_How to complete this task_
Please show every line in the entries below that includes the word "than".

_Dataset records_
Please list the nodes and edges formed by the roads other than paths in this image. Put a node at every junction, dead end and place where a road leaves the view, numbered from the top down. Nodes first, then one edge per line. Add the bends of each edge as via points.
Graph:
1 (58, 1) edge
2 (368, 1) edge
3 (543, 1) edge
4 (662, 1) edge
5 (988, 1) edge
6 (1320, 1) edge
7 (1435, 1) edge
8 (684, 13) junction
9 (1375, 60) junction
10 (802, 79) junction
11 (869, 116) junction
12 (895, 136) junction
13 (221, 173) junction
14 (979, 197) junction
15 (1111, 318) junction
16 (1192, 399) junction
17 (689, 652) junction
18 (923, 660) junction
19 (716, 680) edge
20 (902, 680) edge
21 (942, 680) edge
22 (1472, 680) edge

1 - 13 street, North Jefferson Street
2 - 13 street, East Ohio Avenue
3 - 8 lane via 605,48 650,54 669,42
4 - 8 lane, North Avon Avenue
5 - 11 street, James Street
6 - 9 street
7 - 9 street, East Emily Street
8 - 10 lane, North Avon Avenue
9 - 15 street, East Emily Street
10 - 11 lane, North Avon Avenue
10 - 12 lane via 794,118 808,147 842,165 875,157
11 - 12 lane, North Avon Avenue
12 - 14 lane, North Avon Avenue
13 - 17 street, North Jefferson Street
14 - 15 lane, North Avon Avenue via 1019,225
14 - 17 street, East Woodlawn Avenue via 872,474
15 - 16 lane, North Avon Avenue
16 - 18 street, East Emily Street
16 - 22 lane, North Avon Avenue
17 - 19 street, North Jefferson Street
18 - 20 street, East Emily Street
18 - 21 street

* * *

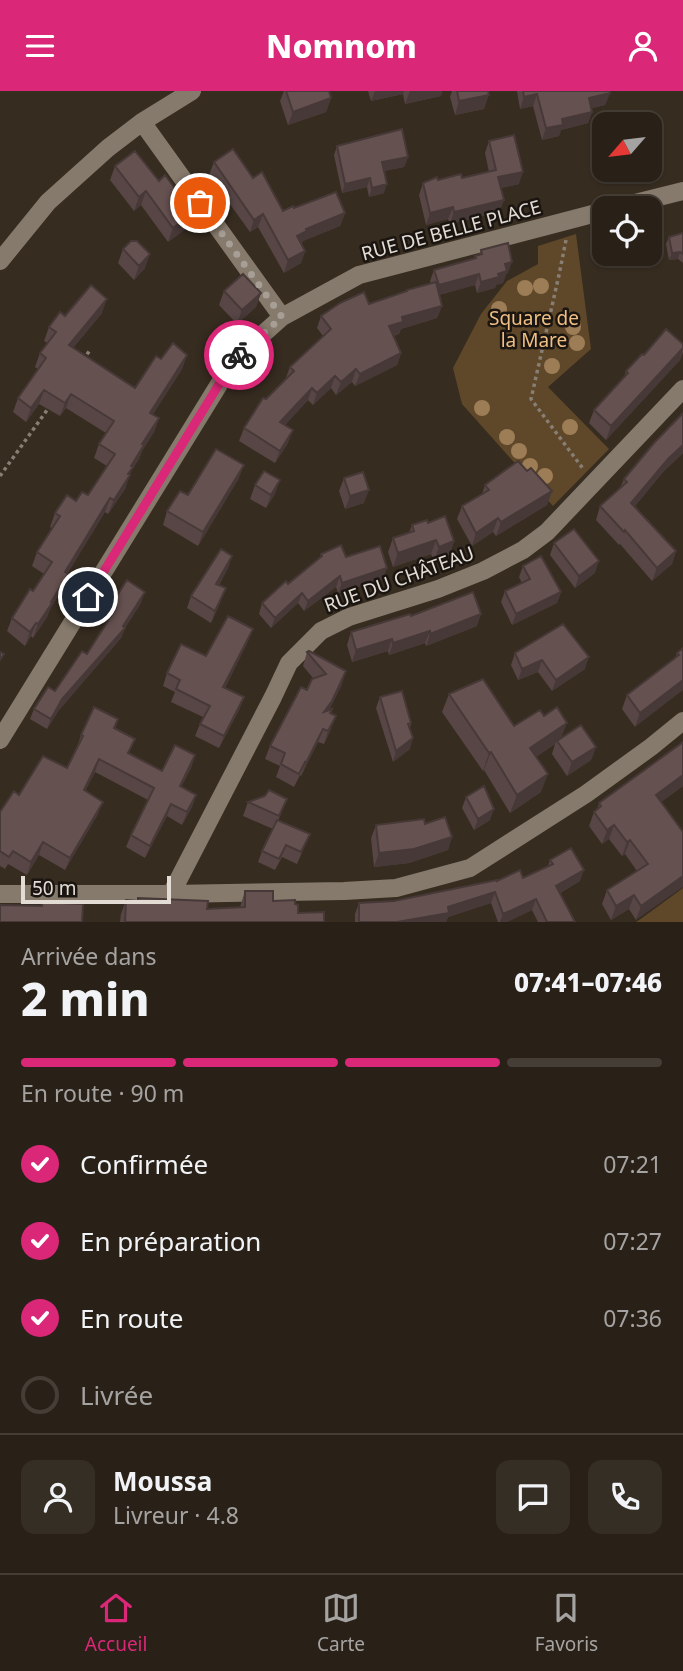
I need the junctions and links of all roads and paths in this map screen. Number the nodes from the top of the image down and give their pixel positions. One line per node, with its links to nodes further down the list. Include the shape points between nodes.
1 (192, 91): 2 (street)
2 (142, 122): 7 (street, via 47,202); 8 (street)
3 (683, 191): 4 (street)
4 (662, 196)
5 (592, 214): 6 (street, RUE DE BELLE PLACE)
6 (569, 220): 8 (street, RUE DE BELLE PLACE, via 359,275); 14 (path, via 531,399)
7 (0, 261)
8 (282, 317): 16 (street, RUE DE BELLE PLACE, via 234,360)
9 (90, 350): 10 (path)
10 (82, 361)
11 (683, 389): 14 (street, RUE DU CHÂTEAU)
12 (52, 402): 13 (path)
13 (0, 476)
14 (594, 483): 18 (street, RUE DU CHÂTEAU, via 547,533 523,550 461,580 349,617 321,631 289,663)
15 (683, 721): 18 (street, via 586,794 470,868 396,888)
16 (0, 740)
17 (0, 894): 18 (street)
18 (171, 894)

* * *

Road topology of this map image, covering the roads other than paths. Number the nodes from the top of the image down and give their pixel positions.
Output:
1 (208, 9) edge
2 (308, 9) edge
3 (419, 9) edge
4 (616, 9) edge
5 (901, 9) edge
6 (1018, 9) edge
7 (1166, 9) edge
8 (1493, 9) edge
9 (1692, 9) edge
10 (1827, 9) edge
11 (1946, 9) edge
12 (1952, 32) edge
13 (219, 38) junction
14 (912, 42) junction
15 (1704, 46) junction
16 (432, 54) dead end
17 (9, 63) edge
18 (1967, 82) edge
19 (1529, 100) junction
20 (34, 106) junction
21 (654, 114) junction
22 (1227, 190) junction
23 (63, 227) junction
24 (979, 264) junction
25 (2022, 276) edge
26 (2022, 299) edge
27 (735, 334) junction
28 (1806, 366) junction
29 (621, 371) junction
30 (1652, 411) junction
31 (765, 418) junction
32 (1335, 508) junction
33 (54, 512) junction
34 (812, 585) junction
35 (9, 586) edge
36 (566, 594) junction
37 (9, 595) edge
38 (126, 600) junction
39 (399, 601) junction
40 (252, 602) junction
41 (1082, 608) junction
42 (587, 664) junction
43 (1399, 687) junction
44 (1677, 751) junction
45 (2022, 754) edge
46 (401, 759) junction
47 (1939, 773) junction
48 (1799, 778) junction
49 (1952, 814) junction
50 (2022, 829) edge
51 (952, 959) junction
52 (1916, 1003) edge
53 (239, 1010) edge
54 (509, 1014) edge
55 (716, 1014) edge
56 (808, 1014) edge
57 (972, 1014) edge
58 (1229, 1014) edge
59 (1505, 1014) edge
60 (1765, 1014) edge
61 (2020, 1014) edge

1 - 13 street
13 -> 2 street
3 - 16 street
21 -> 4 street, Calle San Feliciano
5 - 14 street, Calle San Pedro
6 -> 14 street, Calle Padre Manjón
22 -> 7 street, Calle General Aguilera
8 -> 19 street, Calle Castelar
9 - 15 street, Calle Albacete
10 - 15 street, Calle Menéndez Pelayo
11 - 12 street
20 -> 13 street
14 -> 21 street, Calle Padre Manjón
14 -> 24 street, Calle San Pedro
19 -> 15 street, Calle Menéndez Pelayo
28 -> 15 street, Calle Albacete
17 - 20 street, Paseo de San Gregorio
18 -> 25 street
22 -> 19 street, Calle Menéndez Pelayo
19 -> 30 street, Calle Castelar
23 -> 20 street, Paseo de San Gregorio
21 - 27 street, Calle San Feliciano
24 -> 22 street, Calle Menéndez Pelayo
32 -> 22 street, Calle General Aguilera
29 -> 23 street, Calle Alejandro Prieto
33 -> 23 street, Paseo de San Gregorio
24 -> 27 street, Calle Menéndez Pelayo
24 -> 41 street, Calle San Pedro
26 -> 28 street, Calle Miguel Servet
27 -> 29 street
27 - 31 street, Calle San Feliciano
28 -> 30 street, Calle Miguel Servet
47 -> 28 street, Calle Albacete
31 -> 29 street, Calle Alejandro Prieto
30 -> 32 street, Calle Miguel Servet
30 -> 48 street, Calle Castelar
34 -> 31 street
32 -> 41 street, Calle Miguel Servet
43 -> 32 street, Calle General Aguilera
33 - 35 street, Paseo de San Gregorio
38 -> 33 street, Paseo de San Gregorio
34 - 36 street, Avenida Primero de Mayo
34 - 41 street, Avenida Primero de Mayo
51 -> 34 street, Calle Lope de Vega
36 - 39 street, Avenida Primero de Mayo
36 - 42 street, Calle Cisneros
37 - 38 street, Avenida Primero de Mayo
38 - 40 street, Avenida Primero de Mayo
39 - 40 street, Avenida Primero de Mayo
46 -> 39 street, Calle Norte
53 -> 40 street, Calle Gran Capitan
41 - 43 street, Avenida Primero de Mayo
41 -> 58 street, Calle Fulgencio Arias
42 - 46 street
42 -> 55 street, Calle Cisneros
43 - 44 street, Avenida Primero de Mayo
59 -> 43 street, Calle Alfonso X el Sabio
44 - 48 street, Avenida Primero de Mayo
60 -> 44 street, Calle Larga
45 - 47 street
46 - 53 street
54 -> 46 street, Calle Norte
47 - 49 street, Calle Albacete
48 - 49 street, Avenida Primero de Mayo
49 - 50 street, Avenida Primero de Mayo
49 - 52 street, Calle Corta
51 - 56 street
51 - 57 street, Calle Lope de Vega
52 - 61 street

_Result_
Please list the nodes and edges formed by the roads other than paths in this image. Put a node at every junction, dead end and place where a road leaves the view, numbered from the top down. Nodes first, then one edge per line. Add the bends of each edge as via points.
Road topology of this map image, covering the roads other than paths. Number the nodes from the top of the image down and give their pixel positions.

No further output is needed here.